The hype about climate change doesn’t seem like it’s about to give in. The gores and greens of the developed world having been on a run these last eight months or so – bantering and bickering about how companies and states should streamline services to people and how people should start streamlining, well...their lives.
Critics have stormed the stage bearing arguments of ‘redundant rhetoric’, saying we have far more vital issues at stake both in business as well as in world society to deal with today. On the other hand, Al Gore’s now Nobel role as ‘The Inconvenient Truth’s’ mouthpiece-mastermind has pulled in literally millions of sympathisers considerate to climate change and the suppression of global warming.

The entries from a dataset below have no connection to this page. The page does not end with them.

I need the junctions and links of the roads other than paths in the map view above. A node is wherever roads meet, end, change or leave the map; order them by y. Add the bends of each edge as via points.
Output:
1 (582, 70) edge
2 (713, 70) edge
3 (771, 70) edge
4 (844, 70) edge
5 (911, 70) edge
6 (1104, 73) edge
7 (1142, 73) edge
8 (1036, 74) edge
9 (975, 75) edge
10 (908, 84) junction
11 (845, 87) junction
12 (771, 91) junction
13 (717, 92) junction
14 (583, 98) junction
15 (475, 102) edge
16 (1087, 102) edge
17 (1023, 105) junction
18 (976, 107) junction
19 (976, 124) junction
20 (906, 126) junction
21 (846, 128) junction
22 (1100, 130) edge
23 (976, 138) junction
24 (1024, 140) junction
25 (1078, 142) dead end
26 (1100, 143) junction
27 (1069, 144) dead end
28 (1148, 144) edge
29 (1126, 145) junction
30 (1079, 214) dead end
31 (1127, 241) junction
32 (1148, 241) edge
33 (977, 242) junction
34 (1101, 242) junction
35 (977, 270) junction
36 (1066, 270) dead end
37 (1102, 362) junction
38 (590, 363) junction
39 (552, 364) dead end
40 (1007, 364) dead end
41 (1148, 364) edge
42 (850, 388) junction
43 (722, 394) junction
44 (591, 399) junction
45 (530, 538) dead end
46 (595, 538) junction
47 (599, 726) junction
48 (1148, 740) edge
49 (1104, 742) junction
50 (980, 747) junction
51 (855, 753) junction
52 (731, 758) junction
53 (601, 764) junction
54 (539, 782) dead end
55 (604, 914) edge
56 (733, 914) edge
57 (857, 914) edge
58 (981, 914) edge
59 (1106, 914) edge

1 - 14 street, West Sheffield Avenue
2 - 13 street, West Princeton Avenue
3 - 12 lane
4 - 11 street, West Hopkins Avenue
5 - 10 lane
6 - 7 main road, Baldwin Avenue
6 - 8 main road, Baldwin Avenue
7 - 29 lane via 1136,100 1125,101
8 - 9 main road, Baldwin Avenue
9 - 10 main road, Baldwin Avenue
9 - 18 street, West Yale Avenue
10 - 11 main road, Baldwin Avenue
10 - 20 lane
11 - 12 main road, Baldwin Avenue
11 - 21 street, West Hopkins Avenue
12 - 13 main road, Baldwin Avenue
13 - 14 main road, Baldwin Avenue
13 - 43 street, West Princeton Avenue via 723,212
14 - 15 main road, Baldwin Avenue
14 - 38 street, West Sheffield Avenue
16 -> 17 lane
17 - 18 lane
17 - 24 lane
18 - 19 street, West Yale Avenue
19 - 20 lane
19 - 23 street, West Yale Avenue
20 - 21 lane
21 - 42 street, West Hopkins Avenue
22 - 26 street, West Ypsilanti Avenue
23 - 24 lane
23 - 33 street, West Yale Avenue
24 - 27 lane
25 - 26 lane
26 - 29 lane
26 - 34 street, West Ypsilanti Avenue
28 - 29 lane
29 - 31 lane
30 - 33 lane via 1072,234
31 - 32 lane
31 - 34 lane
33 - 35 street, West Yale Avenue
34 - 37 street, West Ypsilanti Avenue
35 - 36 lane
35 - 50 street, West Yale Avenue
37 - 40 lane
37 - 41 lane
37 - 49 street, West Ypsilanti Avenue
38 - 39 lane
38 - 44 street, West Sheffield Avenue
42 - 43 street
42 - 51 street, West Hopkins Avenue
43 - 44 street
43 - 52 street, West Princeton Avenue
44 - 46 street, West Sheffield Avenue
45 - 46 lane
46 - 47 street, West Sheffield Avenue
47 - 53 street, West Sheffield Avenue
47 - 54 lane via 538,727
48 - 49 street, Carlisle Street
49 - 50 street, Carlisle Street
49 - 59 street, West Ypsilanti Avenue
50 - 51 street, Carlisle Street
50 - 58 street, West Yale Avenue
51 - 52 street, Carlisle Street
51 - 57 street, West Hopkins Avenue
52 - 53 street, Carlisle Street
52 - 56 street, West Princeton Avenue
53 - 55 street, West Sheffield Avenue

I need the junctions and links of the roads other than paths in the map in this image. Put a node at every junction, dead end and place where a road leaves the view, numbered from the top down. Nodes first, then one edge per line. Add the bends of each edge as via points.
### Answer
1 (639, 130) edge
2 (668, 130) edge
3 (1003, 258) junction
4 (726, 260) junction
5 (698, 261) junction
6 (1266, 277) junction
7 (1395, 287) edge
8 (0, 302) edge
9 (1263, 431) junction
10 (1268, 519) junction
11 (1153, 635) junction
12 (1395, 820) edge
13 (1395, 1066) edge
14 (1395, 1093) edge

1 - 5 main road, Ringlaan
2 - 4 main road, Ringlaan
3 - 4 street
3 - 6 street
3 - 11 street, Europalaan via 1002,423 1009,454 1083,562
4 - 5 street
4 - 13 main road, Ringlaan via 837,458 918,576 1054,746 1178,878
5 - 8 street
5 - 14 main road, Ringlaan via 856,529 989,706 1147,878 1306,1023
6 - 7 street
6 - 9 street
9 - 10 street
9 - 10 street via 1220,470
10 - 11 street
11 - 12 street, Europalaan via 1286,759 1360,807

On that note, Swedish energy giants, Vattenfall, are heading a programme called ‘3C’, standing for Combat Climate Change, which aims to enforce momentum around a global conversation about the risks of climate change and global warming. In 2004, several energy companies sat round a table to discuss the EU’s proposed Emissions Trading scheme, where the discussion’s outcome was to ensure that business no longer only support the aim of reducing emissions but that it also took up a robust role in doing so. Where did Vattenfall specifically come into this? They took up the responsibility of drafting an official corporate-community opinion on the issue.
Mapping the road
The results of that opinion saw the light of day three years later in January 2007, in the form of a road-map. Immediate connotations to ‘road-maps’ normally pertain to post-crisis situations where global governance provides a recommendation towards ensuring peace is at hand. The 3C road-map, according to Vattenfall, seeks to do just that. Resolute in their conviction that we are already well past the tell-tale signs of climatic catastrophe, the 3C road-map points out that its 9 incorporated principles are a result of a “process that’s been going on within the global business community for quite some time”, according to the company’s spokesperson Hakan Axelsson. With the likes of ABB, Citigroup, Bayer, SUEZ and General Electric to name but a few – and a total of 44 other multinational corporate signatories – already on board this call for action, the aim is to support political leadership in taking action on climate change through pragmatic, science-based actions. These range from the complete and utter endorsement of the global business community to support the development of a long-term credible emissions trading system based on fundamental business principles – to embracing and financially vivifying climate-friendly technology...as quickly as possible!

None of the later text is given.